Logo Questions Linux Laravel Mysql Ubuntu Git Menu
 

How do I get rid of trailing and embedded spaces in a string?

Tags:

cobol

I am writing a program that converts national and international account numbers into IBAN numbers. To start, I need to form a string: Bank ID + Branch ID + Account Number + ISO Country Code without the trailing spaces that may be present in these fields. But not every account number has the same length, some account numbers have branch identifiers while others don't, so I will always end up with trailing spaces from these fields.

My working storage looks something like this:

      01 Input-IBAN.
          05 BANK-ID                    PIC N(10) VALUE "LOYD".
          05 BRANCH-ID                  PIC N(10) VALUE "     ".
          05 ACCOUNT-NR                 PIC N(28) VALUE "012345678912   ". 
          05 COUNTRY-CODE               PIC N(02) VALUE "GB".
      01 Output-IBAN                    PIC N(34).

I've put some values in there for the example; in reality it would depend on the input. The branch code is optional, hence me leaving it empty in the example.

I basically want to go from this input strung together: "LOYD 012345678912 GB"

to this: "LOYD012345678912GB"

Does anyone know a way to do this that does not result in performance issues? I have thought of using the FUNCTION REVERSE and then using an INSPECT for tallying leading spaces. But I've heard that's a slow way to do it. Does anyone have any ideas? And maybe an example on how to use said idea?

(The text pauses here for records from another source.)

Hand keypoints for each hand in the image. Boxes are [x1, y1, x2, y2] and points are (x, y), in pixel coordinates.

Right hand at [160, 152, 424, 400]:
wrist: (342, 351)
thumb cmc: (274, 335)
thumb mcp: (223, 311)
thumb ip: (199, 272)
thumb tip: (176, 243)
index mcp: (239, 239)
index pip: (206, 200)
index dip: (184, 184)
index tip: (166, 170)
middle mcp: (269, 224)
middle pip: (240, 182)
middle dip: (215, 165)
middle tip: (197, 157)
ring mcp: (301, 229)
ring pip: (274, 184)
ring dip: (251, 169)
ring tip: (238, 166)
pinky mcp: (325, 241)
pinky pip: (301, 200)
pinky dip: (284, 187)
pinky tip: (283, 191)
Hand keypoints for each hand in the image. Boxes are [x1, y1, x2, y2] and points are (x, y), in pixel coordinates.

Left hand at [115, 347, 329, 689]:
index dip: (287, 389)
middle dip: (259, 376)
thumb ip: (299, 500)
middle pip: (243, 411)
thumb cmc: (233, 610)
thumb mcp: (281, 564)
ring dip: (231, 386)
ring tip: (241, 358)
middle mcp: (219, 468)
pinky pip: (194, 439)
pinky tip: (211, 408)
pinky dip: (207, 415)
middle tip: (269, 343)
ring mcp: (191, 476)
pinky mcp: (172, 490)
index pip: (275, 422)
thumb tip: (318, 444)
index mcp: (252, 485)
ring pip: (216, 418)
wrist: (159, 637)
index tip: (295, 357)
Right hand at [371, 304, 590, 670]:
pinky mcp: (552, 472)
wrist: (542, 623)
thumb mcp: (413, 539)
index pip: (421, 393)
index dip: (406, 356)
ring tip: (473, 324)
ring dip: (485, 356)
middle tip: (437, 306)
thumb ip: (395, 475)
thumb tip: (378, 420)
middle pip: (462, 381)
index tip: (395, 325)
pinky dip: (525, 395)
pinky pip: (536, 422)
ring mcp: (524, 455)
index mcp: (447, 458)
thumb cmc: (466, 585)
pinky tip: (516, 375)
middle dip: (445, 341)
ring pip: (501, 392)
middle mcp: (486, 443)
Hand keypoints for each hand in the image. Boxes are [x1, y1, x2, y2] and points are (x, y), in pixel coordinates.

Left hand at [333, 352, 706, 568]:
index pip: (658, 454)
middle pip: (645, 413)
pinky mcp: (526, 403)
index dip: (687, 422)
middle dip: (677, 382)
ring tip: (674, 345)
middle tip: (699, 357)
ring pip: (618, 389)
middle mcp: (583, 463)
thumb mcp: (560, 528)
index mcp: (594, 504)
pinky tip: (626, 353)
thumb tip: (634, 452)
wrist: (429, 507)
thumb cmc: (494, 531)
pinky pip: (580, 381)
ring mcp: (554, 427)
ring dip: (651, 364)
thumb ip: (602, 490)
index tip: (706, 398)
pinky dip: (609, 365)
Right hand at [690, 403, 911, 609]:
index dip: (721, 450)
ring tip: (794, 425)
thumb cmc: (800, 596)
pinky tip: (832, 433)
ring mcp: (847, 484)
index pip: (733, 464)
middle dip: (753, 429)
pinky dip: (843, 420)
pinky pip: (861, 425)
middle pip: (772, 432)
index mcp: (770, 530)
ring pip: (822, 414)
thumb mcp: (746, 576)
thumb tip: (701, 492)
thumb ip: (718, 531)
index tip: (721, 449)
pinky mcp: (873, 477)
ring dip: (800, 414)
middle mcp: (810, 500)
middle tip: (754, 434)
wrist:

EDIT: I've been informed that the elementary fields may contain embedded spaces.

like image 720
Lena Avatar asked Dec 15 '22 07:12

Lena


1 Answers

I see now that you have embedded blanks in the data. Neither answer you have so far works, then. Gilbert's "squeezes out" the embedded blanks, mine would lose any data after the first blank in each field.

However, just to point out, I don't really believe you can have embedded blanks if you are in any way generating an "IBAN". For instance, https://en.wikipedia.org/wiki/International_Bank_Account_Number#Structure, specifically:

The IBAN should not contain spaces when transmitted electronically. When printed it is expressed in groups of four characters separated by a single space, the last group being of variable length

If your source-data has embedded blanks, at the field level, then you need to refer that back up the line for a decision on what to do. Presuming that you receive the correct answer (no embedded blanks at the field level) then both existing answers are back on the table. You amend Gilbert's by (logically) changing LENGTH OF to FUNCTION LENGTH and dealing with any possibility of overflowing the output.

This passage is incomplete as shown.